WHAT IS EXPECTED —
Examine the entries and show every line in which the word "roads" is found.

TASK INPUT —
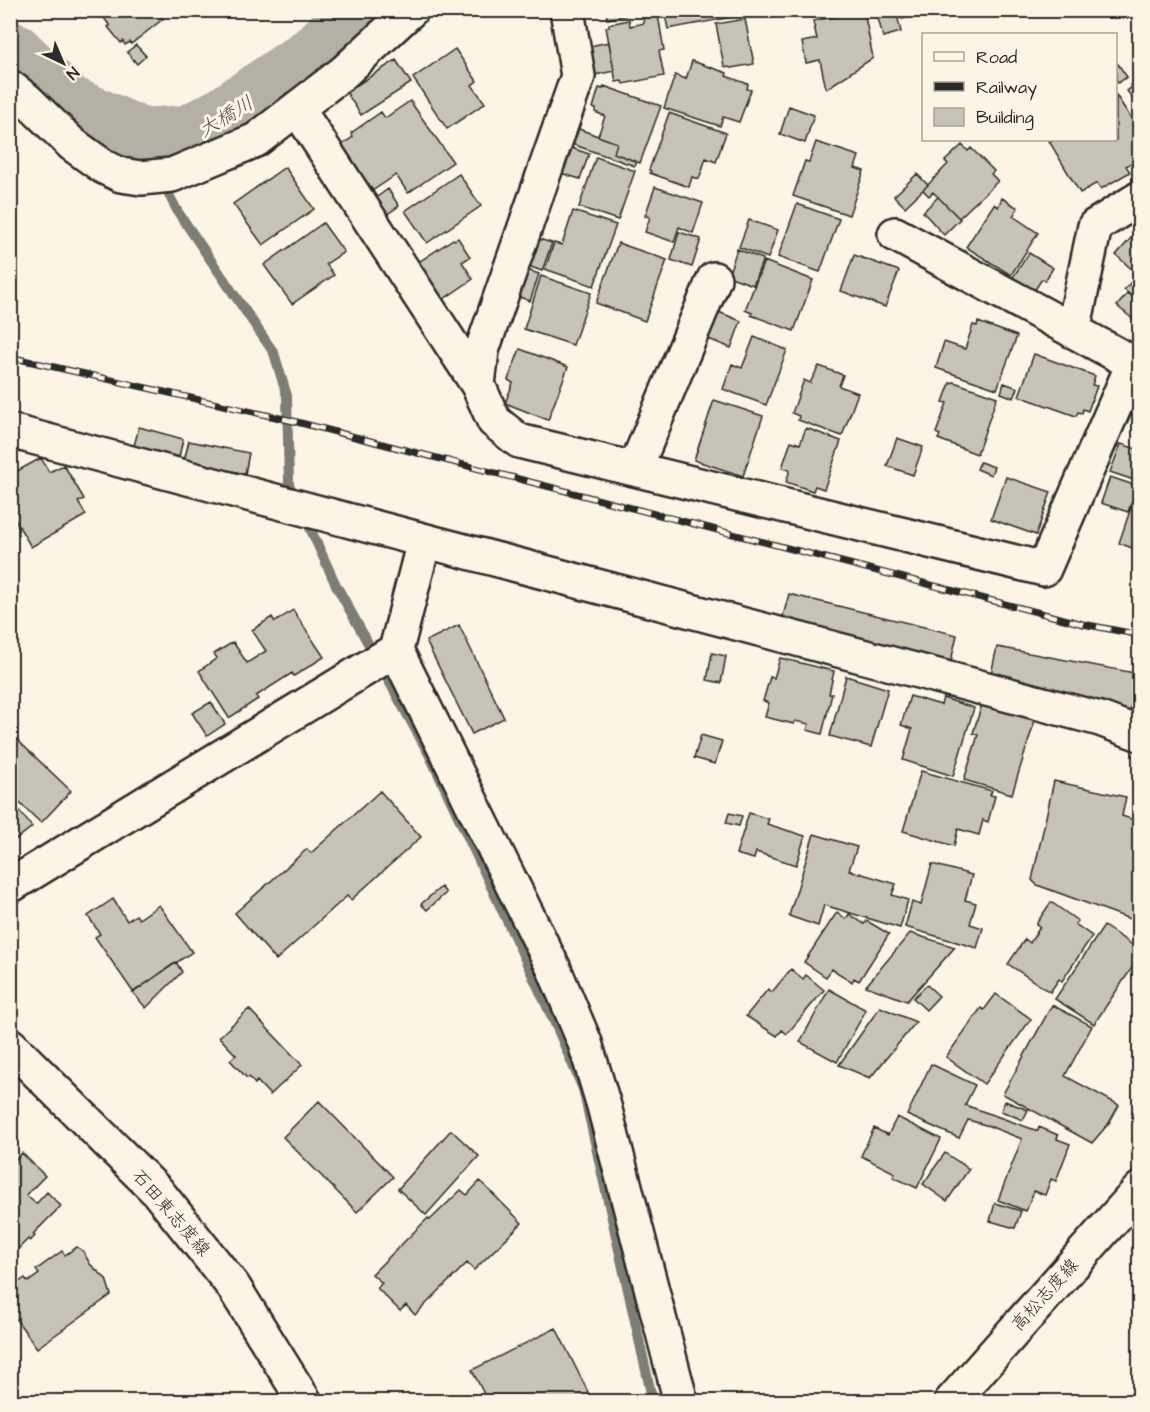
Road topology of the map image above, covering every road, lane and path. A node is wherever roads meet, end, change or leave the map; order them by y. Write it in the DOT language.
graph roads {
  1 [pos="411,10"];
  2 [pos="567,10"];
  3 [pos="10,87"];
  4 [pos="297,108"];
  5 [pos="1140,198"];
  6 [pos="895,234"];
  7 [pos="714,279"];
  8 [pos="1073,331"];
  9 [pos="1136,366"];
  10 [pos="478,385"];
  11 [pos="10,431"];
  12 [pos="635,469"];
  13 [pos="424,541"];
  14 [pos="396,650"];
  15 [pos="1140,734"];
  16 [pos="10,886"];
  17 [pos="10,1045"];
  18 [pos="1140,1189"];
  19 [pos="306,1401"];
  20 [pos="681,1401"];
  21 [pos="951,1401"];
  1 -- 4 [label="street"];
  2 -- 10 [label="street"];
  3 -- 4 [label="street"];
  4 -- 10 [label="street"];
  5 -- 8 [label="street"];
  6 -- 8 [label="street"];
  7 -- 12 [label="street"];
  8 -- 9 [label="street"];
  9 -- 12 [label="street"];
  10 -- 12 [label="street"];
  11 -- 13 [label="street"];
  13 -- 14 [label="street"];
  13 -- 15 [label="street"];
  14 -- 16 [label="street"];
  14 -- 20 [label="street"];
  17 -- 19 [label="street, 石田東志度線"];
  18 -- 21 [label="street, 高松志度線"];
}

PROBLEM SOLUTION —
Road topology of the map image above, covering every road, lane and path. A node is wherever roads meet, end, change or leave the map; order them by y. Write it in the DOT language.
graph roads {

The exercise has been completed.